_INPUT DATA_
========

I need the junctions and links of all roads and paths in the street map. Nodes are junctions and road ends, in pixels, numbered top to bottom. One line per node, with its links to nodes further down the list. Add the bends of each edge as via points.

========

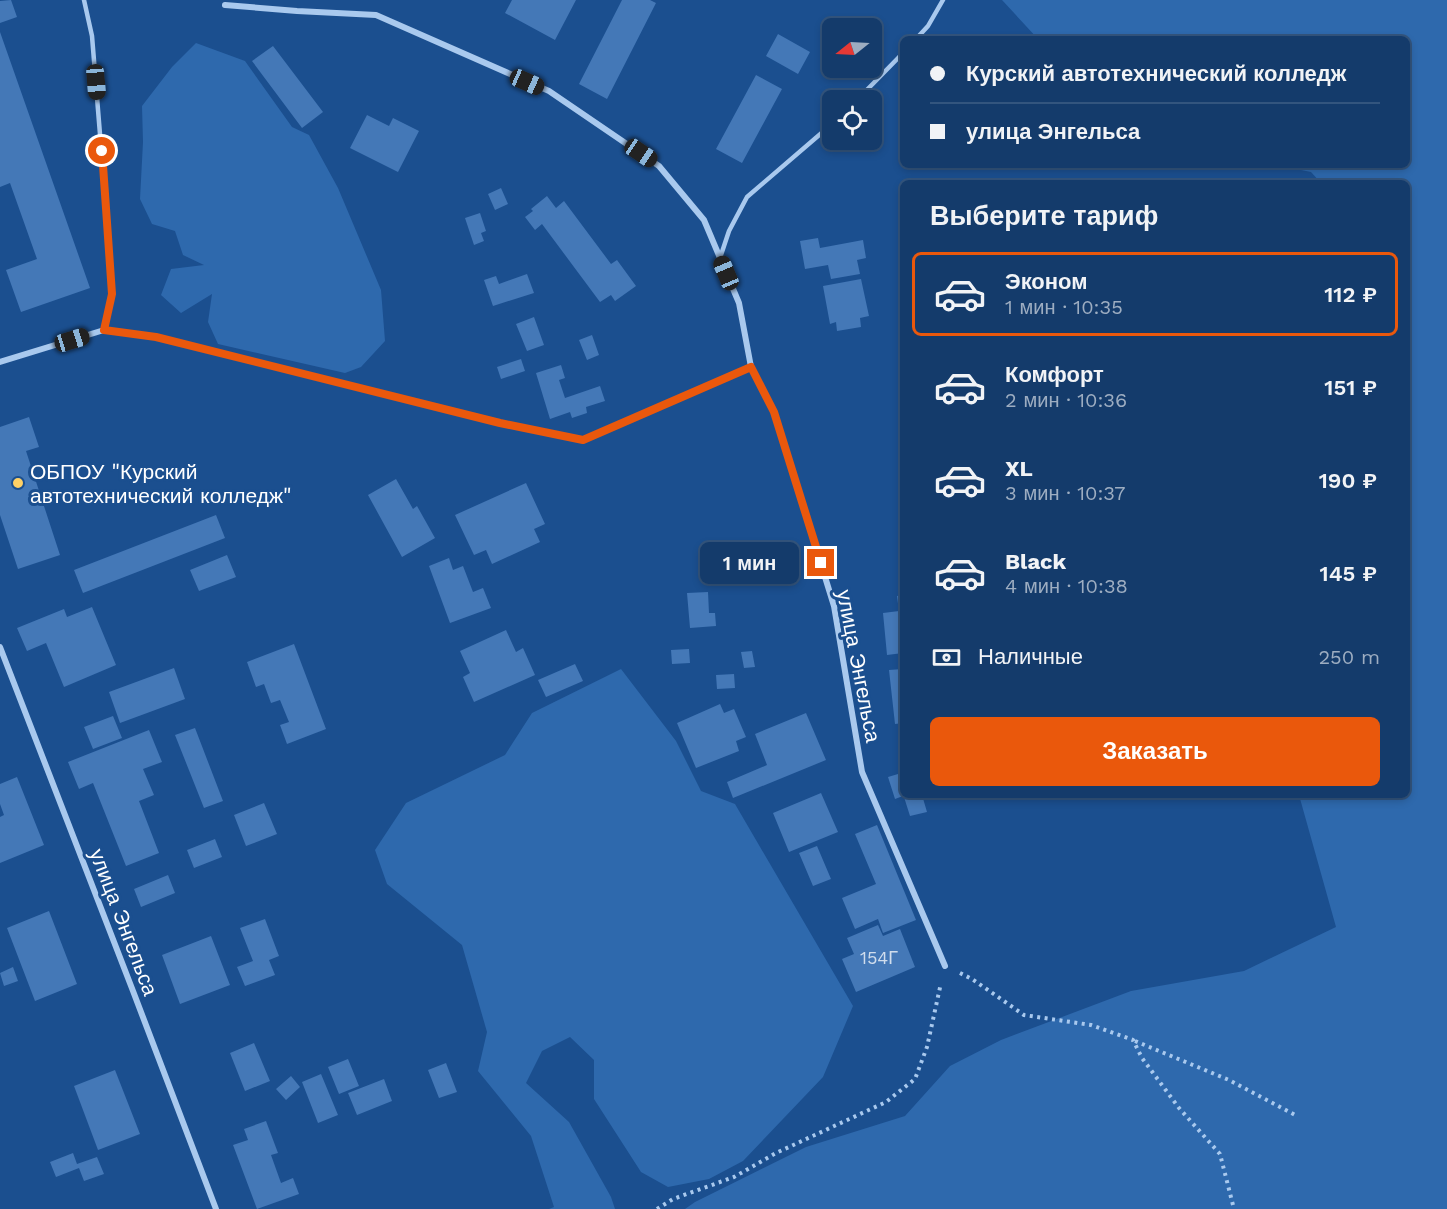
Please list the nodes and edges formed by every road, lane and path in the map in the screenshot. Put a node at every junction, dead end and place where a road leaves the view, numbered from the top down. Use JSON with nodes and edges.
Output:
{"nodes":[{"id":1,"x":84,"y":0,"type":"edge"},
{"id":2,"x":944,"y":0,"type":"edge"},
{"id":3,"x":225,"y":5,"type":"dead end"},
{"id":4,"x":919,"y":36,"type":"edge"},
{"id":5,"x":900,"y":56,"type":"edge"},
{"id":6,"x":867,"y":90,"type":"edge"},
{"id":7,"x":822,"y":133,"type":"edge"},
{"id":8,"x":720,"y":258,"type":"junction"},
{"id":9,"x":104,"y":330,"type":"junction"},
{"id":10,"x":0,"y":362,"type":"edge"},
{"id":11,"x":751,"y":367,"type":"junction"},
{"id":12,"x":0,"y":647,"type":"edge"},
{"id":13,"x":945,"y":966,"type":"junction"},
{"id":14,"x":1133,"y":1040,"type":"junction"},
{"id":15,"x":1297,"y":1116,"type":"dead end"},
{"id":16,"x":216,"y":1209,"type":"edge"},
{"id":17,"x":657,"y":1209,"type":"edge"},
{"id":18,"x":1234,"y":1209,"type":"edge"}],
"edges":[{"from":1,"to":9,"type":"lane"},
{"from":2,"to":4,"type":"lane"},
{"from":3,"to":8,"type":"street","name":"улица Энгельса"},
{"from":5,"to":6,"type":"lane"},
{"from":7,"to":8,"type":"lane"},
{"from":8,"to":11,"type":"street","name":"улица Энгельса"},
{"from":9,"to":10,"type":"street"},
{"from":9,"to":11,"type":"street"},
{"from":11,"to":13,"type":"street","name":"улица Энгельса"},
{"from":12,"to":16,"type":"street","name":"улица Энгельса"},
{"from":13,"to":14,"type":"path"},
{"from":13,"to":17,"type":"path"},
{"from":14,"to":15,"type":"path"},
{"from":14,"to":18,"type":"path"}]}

========

_EXERCISE DIRECTIONS_
Lines containing the string "road" are the ones to copy from the entries above.

_RESULT OF THIS EXERCISE_
I need the junctions and links of all roads and paths in the street map. Nodes are junctions and road ends, in pixels, numbered top to bottom. One line per node, with its links to nodes further down the list. Add the bends of each edge as via points.
Please list the nodes and edges formed by every road, lane and path in the map in the screenshot. Put a node at every junction, dead end and place where a road leaves the view, numbered from the top down. Use JSON with nodes and edges.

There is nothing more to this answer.